SW480 cells were plated in 4-well cover glass chambers at a density of 15 × 104 cells per well with 0.5 mL EMEM. The cells were treated with the indicated drugs for 24 h before fixation using 100% methanol (− 20 °C) for 10 min. Subsequently, the cells were blocked using PBS with 2% BSA and 0.1% Triton-x-100 and then stained with α-tubulin antibody (1:100; Ab4074; Abcam) or cyclin B1 antibody (D5C10, 1:200, cell signaling). Anti-mouse-AF594 and anti-rabbit-AF 594 (1:200; Molecular Probes) were used as secondary antibodies respectively. All antibodies used were diluted in PBS with 0.5% BSA and 0.1% Triton-x-100. All blocking and antibody incubation steps were conducted for 1 h at room temperature. After each antibody incubation step, the cells were washed 3 times (10 min each) with wash buffer containing 0.1% Triton-x-100 in PBS. For cyclin B1 immunofluorescence, cells were fixed in 4% paraformaldehyde for 15 min at room temperature. To stain for DNA, cells were incubated with DAPI dihydrochloride (300 nM diluted in PBS) for 5 min after immunostaining with the secondary antibody. All fluorescence images were taken using an inverted Zeiss Axio Observer Z1 microscope with a motorized stage, Zeiss Axiocam 503 mono camera, Colibri 2 multicolor LED light source, Plan-Apochromat 20×/0.8 M27 or Plan-Apochromat 63×/1.4 Oil DIC M27 as objectives. For the quantification of tetraploid cells, DAPI signal in each cell was quantified in each image using the region of interest function in the Zen software. Tetraploid cells were distinguished with a DAPI signal double that of the remaining cells in the same image. Three images (each with at least 36 cells) from each group were quantified. The population of tetraploid cells that were cyclin B1 positive was then determined in each image and presented as an average for each group. Vinblastine sulfate and colchicine (both purchased from Sigma) were included as positive controls for microtubule toxins.

DNA damage quantification

To assess whether SPOPP-3 treatment causes DNA damage, a long-run real-time PCR-based method (LORD-Q) was used with modifications26. SW480 cells (2.5 × 106) were treated in 6-well plates with DMSO (control) or 40 μM SPOPP-3 for the indicated time periods before being harvested for total DNA isolation using the DNeasy Blood and Tissue kit (Qiagen).
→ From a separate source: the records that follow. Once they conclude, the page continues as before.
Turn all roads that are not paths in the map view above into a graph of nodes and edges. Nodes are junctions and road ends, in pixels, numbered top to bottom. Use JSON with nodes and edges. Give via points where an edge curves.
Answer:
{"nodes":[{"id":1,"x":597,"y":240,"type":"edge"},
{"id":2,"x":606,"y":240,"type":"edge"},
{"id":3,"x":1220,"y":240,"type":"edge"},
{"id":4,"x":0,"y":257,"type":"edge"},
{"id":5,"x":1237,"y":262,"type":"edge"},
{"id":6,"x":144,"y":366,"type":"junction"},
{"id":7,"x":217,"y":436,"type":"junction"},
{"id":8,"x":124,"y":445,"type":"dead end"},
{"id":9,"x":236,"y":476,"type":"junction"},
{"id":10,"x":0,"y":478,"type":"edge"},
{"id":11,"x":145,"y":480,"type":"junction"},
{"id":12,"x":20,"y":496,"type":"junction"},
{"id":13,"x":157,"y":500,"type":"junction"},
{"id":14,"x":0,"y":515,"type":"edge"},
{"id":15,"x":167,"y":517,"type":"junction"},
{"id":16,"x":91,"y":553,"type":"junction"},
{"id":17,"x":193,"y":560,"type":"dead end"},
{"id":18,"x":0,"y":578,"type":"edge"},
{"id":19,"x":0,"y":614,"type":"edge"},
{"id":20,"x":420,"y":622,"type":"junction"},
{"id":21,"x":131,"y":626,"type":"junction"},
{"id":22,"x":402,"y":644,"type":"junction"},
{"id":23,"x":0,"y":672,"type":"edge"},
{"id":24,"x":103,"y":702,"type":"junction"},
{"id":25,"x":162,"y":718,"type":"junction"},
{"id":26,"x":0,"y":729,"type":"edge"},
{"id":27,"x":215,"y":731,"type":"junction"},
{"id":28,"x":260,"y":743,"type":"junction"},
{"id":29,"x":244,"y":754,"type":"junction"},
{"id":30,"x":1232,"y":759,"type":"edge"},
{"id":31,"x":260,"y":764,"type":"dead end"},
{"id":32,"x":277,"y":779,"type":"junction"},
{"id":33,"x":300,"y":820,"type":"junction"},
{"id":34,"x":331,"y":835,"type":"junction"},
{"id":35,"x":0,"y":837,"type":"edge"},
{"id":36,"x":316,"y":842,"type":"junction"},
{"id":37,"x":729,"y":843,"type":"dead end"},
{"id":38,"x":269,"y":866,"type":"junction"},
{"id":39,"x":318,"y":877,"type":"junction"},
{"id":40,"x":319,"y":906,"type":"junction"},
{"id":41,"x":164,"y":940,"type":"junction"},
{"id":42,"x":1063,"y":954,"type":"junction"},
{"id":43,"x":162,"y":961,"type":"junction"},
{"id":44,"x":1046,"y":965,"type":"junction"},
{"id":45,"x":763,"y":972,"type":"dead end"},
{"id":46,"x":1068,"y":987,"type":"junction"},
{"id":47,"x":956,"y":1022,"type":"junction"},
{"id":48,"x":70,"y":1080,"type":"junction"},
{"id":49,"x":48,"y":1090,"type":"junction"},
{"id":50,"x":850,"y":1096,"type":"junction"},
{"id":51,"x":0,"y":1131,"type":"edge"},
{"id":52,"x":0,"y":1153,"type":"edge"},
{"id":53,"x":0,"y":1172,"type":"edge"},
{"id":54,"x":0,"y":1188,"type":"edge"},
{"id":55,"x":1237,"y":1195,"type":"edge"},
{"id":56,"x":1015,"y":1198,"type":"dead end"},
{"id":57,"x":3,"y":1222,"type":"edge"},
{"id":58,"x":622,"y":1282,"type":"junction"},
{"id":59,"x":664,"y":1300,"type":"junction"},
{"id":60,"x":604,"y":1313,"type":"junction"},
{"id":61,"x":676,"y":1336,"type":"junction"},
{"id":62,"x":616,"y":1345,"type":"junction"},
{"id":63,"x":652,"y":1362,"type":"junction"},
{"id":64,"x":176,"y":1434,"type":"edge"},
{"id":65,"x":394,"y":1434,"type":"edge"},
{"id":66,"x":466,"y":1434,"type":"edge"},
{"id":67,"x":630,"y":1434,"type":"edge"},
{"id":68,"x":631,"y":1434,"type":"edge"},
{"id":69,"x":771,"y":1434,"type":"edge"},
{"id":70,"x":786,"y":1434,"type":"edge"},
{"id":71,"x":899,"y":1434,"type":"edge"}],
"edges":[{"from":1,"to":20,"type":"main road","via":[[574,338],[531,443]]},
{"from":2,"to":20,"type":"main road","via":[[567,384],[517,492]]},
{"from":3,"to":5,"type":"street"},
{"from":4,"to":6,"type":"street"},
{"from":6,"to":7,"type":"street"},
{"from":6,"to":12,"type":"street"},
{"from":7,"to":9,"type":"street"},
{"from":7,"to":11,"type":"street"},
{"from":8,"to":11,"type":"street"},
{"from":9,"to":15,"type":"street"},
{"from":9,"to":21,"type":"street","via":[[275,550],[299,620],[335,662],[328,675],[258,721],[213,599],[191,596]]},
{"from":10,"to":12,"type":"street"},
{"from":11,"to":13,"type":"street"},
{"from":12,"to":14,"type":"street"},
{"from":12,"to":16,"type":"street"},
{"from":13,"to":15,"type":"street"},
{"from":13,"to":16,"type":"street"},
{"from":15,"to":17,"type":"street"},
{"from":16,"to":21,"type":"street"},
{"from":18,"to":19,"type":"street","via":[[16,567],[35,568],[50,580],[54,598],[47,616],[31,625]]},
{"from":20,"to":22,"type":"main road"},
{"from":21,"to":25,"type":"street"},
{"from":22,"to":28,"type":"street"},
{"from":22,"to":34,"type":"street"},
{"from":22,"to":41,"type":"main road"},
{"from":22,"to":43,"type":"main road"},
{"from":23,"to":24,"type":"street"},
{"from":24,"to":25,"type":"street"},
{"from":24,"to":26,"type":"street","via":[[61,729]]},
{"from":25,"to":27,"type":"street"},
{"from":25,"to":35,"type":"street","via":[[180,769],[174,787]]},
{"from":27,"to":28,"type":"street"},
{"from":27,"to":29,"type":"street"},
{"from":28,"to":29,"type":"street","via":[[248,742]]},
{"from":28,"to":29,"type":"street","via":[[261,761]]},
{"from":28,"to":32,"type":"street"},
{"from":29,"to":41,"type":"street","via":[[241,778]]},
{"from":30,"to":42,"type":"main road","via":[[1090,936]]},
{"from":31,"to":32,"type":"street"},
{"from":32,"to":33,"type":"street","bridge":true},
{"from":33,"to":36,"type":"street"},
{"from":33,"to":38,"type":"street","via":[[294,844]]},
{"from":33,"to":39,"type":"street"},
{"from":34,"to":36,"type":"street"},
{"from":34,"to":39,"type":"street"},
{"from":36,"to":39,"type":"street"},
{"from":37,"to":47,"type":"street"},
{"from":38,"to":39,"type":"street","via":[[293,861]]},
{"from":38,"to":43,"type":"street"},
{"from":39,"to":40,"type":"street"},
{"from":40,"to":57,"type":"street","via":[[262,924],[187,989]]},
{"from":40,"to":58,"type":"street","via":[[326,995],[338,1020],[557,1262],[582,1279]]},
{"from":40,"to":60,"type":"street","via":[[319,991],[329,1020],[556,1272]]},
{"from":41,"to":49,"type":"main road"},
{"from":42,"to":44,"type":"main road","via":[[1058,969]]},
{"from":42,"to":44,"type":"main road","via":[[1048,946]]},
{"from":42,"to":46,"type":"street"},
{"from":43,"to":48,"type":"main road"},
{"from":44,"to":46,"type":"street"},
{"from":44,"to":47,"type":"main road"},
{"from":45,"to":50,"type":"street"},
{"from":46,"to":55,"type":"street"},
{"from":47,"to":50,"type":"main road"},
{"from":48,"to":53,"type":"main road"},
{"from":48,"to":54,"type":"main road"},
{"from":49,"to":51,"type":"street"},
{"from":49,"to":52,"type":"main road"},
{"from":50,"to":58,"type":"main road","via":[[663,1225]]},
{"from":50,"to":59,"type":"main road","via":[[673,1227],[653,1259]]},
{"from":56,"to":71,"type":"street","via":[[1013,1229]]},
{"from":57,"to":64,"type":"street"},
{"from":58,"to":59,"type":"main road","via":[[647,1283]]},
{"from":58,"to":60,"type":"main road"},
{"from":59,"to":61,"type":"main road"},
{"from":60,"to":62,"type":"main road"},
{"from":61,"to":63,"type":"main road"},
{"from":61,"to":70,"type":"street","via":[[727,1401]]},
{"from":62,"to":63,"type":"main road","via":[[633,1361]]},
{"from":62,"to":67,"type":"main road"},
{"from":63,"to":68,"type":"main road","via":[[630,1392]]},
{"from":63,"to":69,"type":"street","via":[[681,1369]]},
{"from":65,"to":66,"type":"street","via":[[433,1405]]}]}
LORD-Q method was carried out using the established primer sets for both the long and short amplicons for the mtDNA gene26. PCR efficiencies were calculated using 37.5, 18.75, 9.375 and 4.688 ng DNA as template per PCR reaction. The rtPCR reaction (15 μL total volume) consisted of 0.05 × ResoLight dye, 1 × KAPA2G Fast Hot Start ReadyMix, 500 nM of forward and reverse primer, and the aforementioned quantities of isolated DNA as template. For amplification of short amplicons as reference, Quantabio PerfeCTa® SYBR® Green FastMix® was used. Real time PCR analysis was carried out using a Bio-Rad CFX96 system and data analysis was performed using CFX Maestro software. The number of lesions per 10 kb was calculated based on the previously established equation26,42. The data presented is averaged from 3 biological replicates ± S.E.M.

Statistical analysis

The cytotoxic MTT assays were performed in triplicate (3 wells/treatment) and the absorbance reading from the respective control was taken as 100% cell viability. For immunoblot analysis, the densitometry of phospho-histone H3 bands were normalized to their respective GAPDH bands and then expressed relative to the DMSO control (taken as 1.0). One-way or two-way ANOVA was performed as indicated. Data are expressed as mean ± SD and were analysed using GraphPad Prism version 8.0.2 (La Jolla, CA) or t-test. Holm-Sidak test was used for post-hoc analysis. A p value < 0.05 was considered statistically significant.